Data from the National Bureau of Statistics showed that the non-performing loans of insurance companies and other financial organisations granted by banks dropped by ₦24.28 billion from ₦28.86 billion in December 2018 to ₦4.58 billion at the end of the 2019 financial year. The report also showed that the total non-performing loans in the banking sector stood at ₦1.05 trillion out of a total loan of ₦17.56 trillion as of the end of 2019. Banking sector loans to finance, insurance, and capital market operators are about 7.4 percent of the total loans in the sector. The National Insurance Commission has barred the regulated entities from borrowing money to meet their recapitalisation requirements as the underwriters beef up their capital to meet the new order. The commission had said that the features of paid-up share capital constituting the companies’ new capital in the sector’s ongoing recapitalisation would be absolute paid-up share capital, as distinct from solvency capital/capital fund/capital base.
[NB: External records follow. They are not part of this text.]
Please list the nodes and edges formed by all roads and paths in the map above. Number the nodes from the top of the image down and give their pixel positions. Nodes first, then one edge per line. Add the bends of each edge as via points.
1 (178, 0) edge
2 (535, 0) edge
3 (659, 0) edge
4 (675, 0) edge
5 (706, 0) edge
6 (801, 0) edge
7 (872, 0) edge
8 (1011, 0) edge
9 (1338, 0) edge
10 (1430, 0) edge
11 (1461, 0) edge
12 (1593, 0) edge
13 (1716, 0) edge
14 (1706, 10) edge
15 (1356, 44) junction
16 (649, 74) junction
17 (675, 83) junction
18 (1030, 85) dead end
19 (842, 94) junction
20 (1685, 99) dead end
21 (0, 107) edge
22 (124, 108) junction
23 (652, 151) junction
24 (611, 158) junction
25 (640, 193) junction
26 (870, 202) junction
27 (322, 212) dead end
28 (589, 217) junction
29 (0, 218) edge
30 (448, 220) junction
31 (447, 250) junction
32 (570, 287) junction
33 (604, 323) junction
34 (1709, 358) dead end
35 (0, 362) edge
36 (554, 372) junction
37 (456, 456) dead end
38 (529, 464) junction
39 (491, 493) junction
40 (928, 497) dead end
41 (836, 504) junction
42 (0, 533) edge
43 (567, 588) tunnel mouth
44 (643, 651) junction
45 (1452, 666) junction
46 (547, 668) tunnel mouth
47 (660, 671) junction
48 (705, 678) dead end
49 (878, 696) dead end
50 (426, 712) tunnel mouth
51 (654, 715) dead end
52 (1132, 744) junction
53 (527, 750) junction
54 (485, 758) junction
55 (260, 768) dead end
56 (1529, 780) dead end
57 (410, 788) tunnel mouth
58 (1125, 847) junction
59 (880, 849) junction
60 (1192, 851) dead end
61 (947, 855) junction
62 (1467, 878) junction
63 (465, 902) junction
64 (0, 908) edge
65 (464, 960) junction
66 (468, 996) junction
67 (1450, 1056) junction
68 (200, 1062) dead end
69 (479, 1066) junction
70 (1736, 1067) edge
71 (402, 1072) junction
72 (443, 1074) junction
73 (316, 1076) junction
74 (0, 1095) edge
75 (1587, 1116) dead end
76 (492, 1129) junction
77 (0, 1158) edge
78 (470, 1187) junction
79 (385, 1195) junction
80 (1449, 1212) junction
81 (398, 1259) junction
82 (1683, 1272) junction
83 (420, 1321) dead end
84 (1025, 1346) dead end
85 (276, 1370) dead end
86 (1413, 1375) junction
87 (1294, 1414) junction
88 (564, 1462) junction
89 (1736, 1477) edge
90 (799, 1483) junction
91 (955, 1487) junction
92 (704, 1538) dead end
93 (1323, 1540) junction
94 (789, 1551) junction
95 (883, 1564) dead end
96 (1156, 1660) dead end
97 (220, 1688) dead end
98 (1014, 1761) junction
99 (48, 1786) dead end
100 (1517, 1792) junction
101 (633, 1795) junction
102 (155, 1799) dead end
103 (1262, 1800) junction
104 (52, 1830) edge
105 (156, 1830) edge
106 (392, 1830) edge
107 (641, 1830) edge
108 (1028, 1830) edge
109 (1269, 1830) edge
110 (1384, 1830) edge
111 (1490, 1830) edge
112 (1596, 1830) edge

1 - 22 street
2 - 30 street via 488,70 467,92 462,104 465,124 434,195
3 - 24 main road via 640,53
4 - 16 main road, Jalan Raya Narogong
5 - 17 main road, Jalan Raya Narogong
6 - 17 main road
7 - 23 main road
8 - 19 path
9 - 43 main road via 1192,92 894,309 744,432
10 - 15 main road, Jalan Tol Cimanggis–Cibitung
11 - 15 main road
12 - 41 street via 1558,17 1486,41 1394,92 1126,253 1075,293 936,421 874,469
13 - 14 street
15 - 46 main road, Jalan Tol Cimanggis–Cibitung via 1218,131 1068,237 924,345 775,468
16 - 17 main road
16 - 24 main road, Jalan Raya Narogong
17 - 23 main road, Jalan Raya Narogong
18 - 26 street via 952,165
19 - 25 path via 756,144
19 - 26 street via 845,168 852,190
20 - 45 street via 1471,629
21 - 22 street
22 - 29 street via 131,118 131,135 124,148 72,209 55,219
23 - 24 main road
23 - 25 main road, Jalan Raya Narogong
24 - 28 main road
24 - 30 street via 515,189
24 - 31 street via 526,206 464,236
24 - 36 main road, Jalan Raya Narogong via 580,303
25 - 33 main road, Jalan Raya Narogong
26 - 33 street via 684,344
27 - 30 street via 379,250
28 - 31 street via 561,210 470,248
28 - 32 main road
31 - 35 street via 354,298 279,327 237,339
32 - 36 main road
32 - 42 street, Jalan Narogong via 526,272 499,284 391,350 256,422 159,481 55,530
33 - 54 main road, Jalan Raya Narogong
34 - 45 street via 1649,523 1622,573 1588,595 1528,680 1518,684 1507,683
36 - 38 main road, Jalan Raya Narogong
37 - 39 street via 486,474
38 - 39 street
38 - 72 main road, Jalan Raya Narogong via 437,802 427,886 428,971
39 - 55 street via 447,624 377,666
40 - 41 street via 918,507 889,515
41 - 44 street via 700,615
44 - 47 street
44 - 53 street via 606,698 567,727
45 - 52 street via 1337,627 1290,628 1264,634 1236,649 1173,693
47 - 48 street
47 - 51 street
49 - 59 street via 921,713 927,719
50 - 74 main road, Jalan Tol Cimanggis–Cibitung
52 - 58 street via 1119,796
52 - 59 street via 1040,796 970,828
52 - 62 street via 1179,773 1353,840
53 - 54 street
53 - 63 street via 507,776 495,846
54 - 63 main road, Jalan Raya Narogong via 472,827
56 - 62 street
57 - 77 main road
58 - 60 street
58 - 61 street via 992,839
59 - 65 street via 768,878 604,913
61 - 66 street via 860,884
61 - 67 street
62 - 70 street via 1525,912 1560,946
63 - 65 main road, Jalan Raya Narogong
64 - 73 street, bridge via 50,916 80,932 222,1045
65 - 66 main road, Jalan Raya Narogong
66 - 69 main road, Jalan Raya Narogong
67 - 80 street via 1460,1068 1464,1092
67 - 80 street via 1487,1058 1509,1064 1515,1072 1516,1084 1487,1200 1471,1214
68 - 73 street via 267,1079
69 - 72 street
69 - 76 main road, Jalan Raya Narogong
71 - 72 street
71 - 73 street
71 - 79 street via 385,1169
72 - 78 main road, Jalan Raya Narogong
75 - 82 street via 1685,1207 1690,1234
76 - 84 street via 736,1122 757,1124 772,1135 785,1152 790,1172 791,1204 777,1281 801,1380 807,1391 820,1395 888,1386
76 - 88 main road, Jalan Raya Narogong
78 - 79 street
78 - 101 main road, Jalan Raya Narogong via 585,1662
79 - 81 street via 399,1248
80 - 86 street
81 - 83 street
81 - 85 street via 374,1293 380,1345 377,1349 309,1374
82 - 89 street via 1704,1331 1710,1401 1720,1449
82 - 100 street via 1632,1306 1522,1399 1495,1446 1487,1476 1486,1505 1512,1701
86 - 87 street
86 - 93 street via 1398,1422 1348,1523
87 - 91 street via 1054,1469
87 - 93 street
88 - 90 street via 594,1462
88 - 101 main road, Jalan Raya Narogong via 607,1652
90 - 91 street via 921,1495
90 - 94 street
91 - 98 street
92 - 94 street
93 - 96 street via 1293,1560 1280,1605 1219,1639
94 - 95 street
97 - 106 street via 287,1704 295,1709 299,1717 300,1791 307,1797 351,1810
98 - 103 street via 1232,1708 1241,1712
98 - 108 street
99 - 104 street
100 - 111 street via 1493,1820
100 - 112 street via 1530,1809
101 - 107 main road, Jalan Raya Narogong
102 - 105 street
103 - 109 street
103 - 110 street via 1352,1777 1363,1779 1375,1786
The chairman of the Federal Inland Revenue Service, Muhammad Nami, has enacted an old civil service rule hitherto suspended to retire nine directors of the agency. The chairman was said to have unlawfully removed the directors to pave the way for his allies. According to the Punch, the government of late President Umaru Yar’Adua had instituted a civil service rule which made it compulsory for directors to retire after serving for eight years. However, the administration of President Muhammadu Buhari rescinded that directive. The new regulations said that civil servants are to leave service after attaining the retirement age of 60 or spending 35 years in service. The new regulation, which was reportedly upheld by former Chairman of the FIRS, Babatunde Fowler, as no director was retired as long as they had not crossed the retirement benchmark, was, however, revoked by Nami who assumed office in November 2019. Nami was said to have instructed that directors who had served for eight years be retired. Nine directors received retirement letters in March 2020. According to a copy of the letter signed by Nami, the board of the FIRS at its emergency meeting held 20 March 2020, approved the retirement of all directors who have served eight years and above as directors in the service in line with Para 10: 1(a)(iii) of HRPP. The directors were asked to retire the service with immediate effect. The affected directors were Victor Ekundayo (Career and Skills Development); Kemi Odusanya (Facility); Emmanuel Obeta (Chairman’s Office); Chiaka Okoye (Programme Office Non-Tax); Kola Okunola (ICT); Asheik Maidugu (Planning and Statistics); Innocent Ohagwa (Human Capital Development); Ezra Zubair (Programmes and Policy Monitoring) and Olufemi Faniyi (Team Lead Tax Operations Group).